The Kids are All Right

Robert Brown brandishes the collection of Lincoln Peirce’s Big Nate comic strips as though he is holding the book that has all the answers. 

“This,” says Brown, a Character Designer on the new Nickelodeon series, “is our bible. We’re always going back to the strips because there’s so much material there. We had an episode that required a squirrel, so we went back to see whether Lincoln had ever drawn a squirrel. We’re trying to maintain his design language as much as we can.”

Nate Wright, the central character of Peirce’s strips and books, is a trouble-prone sixth grader who is also an aspiring cartoonist. His antics resonated with Art Director David Skelly who also had dreams of being a comic book artist. Skelly’s career includes Muppet-building at The Jim Henson Company, and his eclectic resume—particularly his puppeteering expertise—are part of what made Executive Producer and Showrunner Mitch Watson tap him to help guide Big Nate from the comics into his TV series. 

“We’re always going back to the strips because there’s so much material there.”—Robert Brown

The overall design concept centered around giving the characters a hand-made, hand-painted look, much like what you might see in stop-motion animation. “Having been a puppet fabricator for stop-motion, it was easy for me to make that leap,” says Skelly. “The idea was to make the show a little like the Rankin/Bass holiday specials of the 1960s and 1970s, to capitalize on the perfect imperfections of hand-made objects.”

Among the people Skelly enlisted were some with specialized backgrounds in comic art: Vicki Scott, who had worked on Peanuts comics, and Sang Jun Lee, Lead Character Designer on The Peanuts Movie

Cartoon of girl with short hair walking
Author Louise Fitzhugh drew the original illustrations for Harriet the Spy.

Skelly and Brown both cite the challenges of turning a comic book figure like Nate and his friends into three-dimensional animated characters. Take Nate’s hair, for example—six fronds on his head that always look the same from the front or side. “How can we take that and make sure we’re hitting the silhouette and making it work from different angles?” says Brown. “We eventually got to a point where we felt pretty good with the marriage of CG and two-dimensional line texture vibe.” 

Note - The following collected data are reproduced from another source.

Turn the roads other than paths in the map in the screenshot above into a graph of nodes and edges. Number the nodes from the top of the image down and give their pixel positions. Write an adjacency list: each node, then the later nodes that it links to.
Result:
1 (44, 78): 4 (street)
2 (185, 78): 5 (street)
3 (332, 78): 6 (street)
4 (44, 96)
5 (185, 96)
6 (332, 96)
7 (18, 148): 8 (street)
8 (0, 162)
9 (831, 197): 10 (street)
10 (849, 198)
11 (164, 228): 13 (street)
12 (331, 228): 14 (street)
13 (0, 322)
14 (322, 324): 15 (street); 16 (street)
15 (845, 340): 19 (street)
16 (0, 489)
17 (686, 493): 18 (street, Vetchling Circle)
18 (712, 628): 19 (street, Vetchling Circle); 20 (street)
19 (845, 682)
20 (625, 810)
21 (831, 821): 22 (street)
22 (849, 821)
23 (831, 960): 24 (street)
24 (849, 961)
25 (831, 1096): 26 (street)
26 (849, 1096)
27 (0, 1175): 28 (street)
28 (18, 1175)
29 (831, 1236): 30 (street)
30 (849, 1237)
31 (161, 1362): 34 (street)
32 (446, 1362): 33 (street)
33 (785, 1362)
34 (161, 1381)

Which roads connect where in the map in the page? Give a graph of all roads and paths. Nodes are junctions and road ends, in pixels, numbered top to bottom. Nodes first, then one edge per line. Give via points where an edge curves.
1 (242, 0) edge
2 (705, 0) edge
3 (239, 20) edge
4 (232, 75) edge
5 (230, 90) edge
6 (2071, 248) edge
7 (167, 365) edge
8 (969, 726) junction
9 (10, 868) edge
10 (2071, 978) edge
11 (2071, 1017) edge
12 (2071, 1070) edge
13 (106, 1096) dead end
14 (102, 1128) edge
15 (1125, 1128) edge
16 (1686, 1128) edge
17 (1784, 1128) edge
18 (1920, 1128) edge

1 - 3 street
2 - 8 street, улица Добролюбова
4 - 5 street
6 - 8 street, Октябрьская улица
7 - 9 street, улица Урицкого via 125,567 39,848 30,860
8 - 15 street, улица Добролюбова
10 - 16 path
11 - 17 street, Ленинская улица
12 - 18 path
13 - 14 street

For the Apple TV+ series Harriet the Spy, the team at Titmouse faced its biggest hurdle less with the kids, and instead with the creation of Ole Golly, Harriet’s gruff nanny. The 1964 middle grade classic was written and illustrated by Louise Fitzhugh. Background and Character Designer Yves Menshikova conducted extensive research into the look of the period. In their first pass, they drafted Ole Golly as a Mary Poppins figure. But their initial renderings were sent back with instructions to make the character frumpier and more utilitarian. Make her look more like Anjelica Huston. 

“I was thinking a lot about the ‘60s and New York,” Menshikova says, explaining that they looked at New Yorker covers and specific illustrative styles that felt like pen and ink on paper.

Ole Golly was toned down into a less elegant and more dependable figure, “very no-nonsense,” says Menshikova. “She took quite a few passes to get right, and eventually [Character Designer] Jacob Ospa nailed her final look.”

Ospa, also a Storyboard Supervisor, Animation Retakes Director, and designated “Ole Golly cracker,” had his own adapting challenges on Harriet. “I gravitate toward more exaggerated, cartoonier character designs, whereas the look we were going for was more innocent and naïve, like what you would find in an actual childhood book,” he says. “I remember I had to design some dogs, and at times my dogs had too much anatomy in them.” 

However an adaptation from book to screen is approached, from replicating the original to expressing full creative freedom, the artists involved tend to have one common goal: When the story hits the screen, is should capture “the spirit of the book.”